What you will do: Produce an exact copy of all records below.

[Excerpts from a dataset]
►

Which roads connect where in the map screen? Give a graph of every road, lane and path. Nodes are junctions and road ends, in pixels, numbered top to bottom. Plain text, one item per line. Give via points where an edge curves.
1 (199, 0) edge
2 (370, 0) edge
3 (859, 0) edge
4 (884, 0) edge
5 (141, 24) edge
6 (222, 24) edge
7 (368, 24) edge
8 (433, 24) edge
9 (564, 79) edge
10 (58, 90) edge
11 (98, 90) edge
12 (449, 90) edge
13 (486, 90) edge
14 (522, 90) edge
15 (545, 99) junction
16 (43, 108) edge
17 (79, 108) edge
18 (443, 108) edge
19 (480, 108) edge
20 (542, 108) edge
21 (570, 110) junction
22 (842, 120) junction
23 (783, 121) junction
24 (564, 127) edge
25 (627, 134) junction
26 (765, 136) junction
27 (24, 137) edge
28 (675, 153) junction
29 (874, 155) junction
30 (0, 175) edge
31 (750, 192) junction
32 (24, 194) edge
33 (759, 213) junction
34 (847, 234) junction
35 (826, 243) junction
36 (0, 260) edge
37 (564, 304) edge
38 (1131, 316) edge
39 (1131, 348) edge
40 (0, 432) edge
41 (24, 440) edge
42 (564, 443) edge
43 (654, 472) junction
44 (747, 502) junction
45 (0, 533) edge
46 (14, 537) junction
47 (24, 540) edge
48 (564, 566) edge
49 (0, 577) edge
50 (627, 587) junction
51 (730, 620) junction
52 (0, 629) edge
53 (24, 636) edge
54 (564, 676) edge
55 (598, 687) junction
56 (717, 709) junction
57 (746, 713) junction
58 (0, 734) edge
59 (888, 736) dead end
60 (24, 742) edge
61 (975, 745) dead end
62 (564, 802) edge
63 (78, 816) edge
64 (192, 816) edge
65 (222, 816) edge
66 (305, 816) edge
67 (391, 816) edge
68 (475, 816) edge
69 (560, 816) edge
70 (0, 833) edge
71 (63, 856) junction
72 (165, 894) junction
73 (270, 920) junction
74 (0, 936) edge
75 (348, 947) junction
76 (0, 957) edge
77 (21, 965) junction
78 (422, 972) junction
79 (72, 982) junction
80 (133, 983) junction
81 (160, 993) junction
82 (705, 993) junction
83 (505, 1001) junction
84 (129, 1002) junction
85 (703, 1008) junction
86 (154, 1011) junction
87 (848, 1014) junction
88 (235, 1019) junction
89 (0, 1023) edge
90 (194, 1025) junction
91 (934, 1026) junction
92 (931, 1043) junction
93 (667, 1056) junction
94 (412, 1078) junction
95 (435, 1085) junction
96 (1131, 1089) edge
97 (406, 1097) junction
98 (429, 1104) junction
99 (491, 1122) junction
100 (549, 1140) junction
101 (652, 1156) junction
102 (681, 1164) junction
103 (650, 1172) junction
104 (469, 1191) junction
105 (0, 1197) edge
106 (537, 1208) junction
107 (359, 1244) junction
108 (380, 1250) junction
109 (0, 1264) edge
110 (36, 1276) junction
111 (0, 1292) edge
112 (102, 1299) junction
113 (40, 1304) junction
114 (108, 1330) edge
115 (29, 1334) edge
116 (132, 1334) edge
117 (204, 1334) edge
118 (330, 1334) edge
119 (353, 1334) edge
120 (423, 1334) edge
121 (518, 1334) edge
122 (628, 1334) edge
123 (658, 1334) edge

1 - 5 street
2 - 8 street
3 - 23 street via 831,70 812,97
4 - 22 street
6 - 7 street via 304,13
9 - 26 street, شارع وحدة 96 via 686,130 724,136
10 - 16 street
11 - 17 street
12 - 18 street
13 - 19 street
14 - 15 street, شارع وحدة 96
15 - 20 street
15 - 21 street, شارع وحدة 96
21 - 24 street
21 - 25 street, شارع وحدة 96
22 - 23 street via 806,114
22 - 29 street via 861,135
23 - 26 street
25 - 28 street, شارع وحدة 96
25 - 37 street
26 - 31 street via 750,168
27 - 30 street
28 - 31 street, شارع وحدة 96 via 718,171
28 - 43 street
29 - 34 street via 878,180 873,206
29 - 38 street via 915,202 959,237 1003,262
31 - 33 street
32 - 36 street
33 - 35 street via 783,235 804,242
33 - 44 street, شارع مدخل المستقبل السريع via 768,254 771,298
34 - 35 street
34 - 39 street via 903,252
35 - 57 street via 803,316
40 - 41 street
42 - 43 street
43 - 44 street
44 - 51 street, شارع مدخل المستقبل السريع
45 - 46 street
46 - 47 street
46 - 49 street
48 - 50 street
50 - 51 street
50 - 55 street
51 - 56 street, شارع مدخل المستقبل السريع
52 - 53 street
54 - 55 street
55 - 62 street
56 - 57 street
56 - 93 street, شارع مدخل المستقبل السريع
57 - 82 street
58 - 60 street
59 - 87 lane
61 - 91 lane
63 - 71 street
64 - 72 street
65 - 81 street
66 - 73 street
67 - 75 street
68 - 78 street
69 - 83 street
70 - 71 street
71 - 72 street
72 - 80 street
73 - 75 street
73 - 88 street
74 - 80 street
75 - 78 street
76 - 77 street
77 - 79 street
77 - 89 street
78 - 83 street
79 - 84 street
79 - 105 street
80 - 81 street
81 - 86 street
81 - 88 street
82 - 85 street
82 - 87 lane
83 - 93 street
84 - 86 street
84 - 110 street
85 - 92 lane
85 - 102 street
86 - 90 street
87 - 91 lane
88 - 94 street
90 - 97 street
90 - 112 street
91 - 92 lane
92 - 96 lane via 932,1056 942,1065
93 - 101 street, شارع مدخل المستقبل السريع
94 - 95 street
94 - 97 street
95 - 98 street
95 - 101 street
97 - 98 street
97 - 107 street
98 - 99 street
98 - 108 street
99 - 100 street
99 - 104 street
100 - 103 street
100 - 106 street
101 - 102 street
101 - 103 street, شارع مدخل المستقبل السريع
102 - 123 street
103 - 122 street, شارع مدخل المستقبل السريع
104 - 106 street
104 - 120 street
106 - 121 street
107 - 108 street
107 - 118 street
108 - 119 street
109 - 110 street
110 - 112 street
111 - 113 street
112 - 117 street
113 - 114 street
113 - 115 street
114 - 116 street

◄

Task response:
Which roads connect where in the map screen? Give a graph of every road, lane and path. Nodes are junctions and road ends, in pixels, numbered top to bottom. Plain text, one item per line. Give via points where an edge curves.
1 (199, 0) edge
2 (370, 0) edge
3 (859, 0) edge
4 (884, 0) edge
5 (141, 24) edge
6 (222, 24) edge
7 (368, 24) edge
8 (433, 24) edge
9 (564, 79) edge
10 (58, 90) edge
11 (98, 90) edge
12 (449, 90) edge
13 (486, 90) edge
14 (522, 90) edge
15 (545, 99) junction
16 (43, 108) edge
17 (79, 108) edge
18 (443, 108) edge
19 (480, 108) edge
20 (542, 108) edge
21 (570, 110) junction
22 (842, 120) junction
23 (783, 121) junction
24 (564, 127) edge
25 (627, 134) junction
26 (765, 136) junction
27 (24, 137) edge
28 (675, 153) junction
29 (874, 155) junction
30 (0, 175) edge
31 (750, 192) junction
32 (24, 194) edge
33 (759, 213) junction
34 (847, 234) junction
35 (826, 243) junction
36 (0, 260) edge
37 (564, 304) edge
38 (1131, 316) edge
39 (1131, 348) edge
40 (0, 432) edge
41 (24, 440) edge
42 (564, 443) edge
43 (654, 472) junction
44 (747, 502) junction
45 (0, 533) edge
46 (14, 537) junction
47 (24, 540) edge
48 (564, 566) edge
49 (0, 577) edge
50 (627, 587) junction
51 (730, 620) junction
52 (0, 629) edge
53 (24, 636) edge
54 (564, 676) edge
55 (598, 687) junction
56 (717, 709) junction
57 (746, 713) junction
58 (0, 734) edge
59 (888, 736) dead end
60 (24, 742) edge
61 (975, 745) dead end
62 (564, 802) edge
63 (78, 816) edge
64 (192, 816) edge
65 (222, 816) edge
66 (305, 816) edge
67 (391, 816) edge
68 (475, 816) edge
69 (560, 816) edge
70 (0, 833) edge
71 (63, 856) junction
72 (165, 894) junction
73 (270, 920) junction
74 (0, 936) edge
75 (348, 947) junction
76 (0, 957) edge
77 (21, 965) junction
78 (422, 972) junction
79 (72, 982) junction
80 (133, 983) junction
81 (160, 993) junction
82 (705, 993) junction
83 (505, 1001) junction
84 (129, 1002) junction
85 (703, 1008) junction
86 (154, 1011) junction
87 (848, 1014) junction
88 (235, 1019) junction
89 (0, 1023) edge
90 (194, 1025) junction
91 (934, 1026) junction
92 (931, 1043) junction
93 (667, 1056) junction
94 (412, 1078) junction
95 (435, 1085) junction
96 (1131, 1089) edge
97 (406, 1097) junction
98 (429, 1104) junction
99 (491, 1122) junction
100 (549, 1140) junction
101 (652, 1156) junction
102 (681, 1164) junction
103 (650, 1172) junction
104 (469, 1191) junction
105 (0, 1197) edge
106 (537, 1208) junction
107 (359, 1244) junction
108 (380, 1250) junction
109 (0, 1264) edge
110 (36, 1276) junction
111 (0, 1292) edge
112 (102, 1299) junction
113 (40, 1304) junction
114 (108, 1330) edge
115 (29, 1334) edge
116 (132, 1334) edge
117 (204, 1334) edge
118 (330, 1334) edge
119 (353, 1334) edge
120 (423, 1334) edge
121 (518, 1334) edge
122 (628, 1334) edge
123 (658, 1334) edge

1 - 5 street
2 - 8 street
3 - 23 street via 831,70 812,97
4 - 22 street
6 - 7 street via 304,13
9 - 26 street, شارع وحدة 96 via 686,130 724,136
10 - 16 street
11 - 17 street
12 - 18 street
13 - 19 street
14 - 15 street, شارع وحدة 96
15 - 20 street
15 - 21 street, شارع وحدة 96
21 - 24 street
21 - 25 street, شارع وحدة 96
22 - 23 street via 806,114
22 - 29 street via 861,135
23 - 26 street
25 - 28 street, شارع وحدة 96
25 - 37 street
26 - 31 street via 750,168
27 - 30 street
28 - 31 street, شارع وحدة 96 via 718,171
28 - 43 street
29 - 34 street via 878,180 873,206
29 - 38 street via 915,202 959,237 1003,262
31 - 33 street
32 - 36 street
33 - 35 street via 783,235 804,242
33 - 44 street, شارع مدخل المستقبل السريع via 768,254 771,298
34 - 35 street
34 - 39 street via 903,252
35 - 57 street via 803,316
40 - 41 street
42 - 43 street
43 - 44 street
44 - 51 street, شارع مدخل المستقبل السريع
45 - 46 street
46 - 47 street
46 - 49 street
48 - 50 street
50 - 51 street
50 - 55 street
51 - 56 street, شارع مدخل المستقبل السريع
52 - 53 street
54 - 55 street
55 - 62 street
56 - 57 street
56 - 93 street, شارع مدخل المستقبل السريع
57 - 82 street
58 - 60 street
59 - 87 lane
61 - 91 lane
63 - 71 street
64 - 72 street
65 - 81 street
66 - 73 street
67 - 75 street
68 - 78 street
69 - 83 street
70 - 71 street
71 - 72 street
72 - 80 street
73 - 75 street
73 - 88 street
74 - 80 street
75 - 78 street
76 - 77 street
77 - 79 street
77 - 89 street
78 - 83 street
79 - 84 street
79 - 105 street
80 - 81 street
81 - 86 street
81 - 88 street
82 - 85 street
82 - 87 lane
83 - 93 street
84 - 86 street
84 - 110 street
85 - 92 lane
85 - 102 street
86 - 90 street
87 - 91 lane
88 - 94 street
90 - 97 street
90 - 112 street
91 - 92 lane
92 - 96 lane via 932,1056 942,1065
93 - 101 street, شارع مدخل المستقبل السريع
94 - 95 street
94 - 97 street
95 - 98 street
95 - 101 street
97 - 98 street
97 - 107 street
98 - 99 street
98 - 108 street
99 - 100 street
99 - 104 street
100 - 103 street
100 - 106 street
101 - 102 street
101 - 103 street, شارع مدخل المستقبل السريع
102 - 123 street
103 - 122 street, شارع مدخل المستقبل السريع
104 - 106 street
104 - 120 street
106 - 121 street
107 - 108 street
107 - 118 street
108 - 119 street
109 - 110 street
110 - 112 street
111 - 113 street
112 - 117 street
113 - 114 street
113 - 115 street
114 - 116 street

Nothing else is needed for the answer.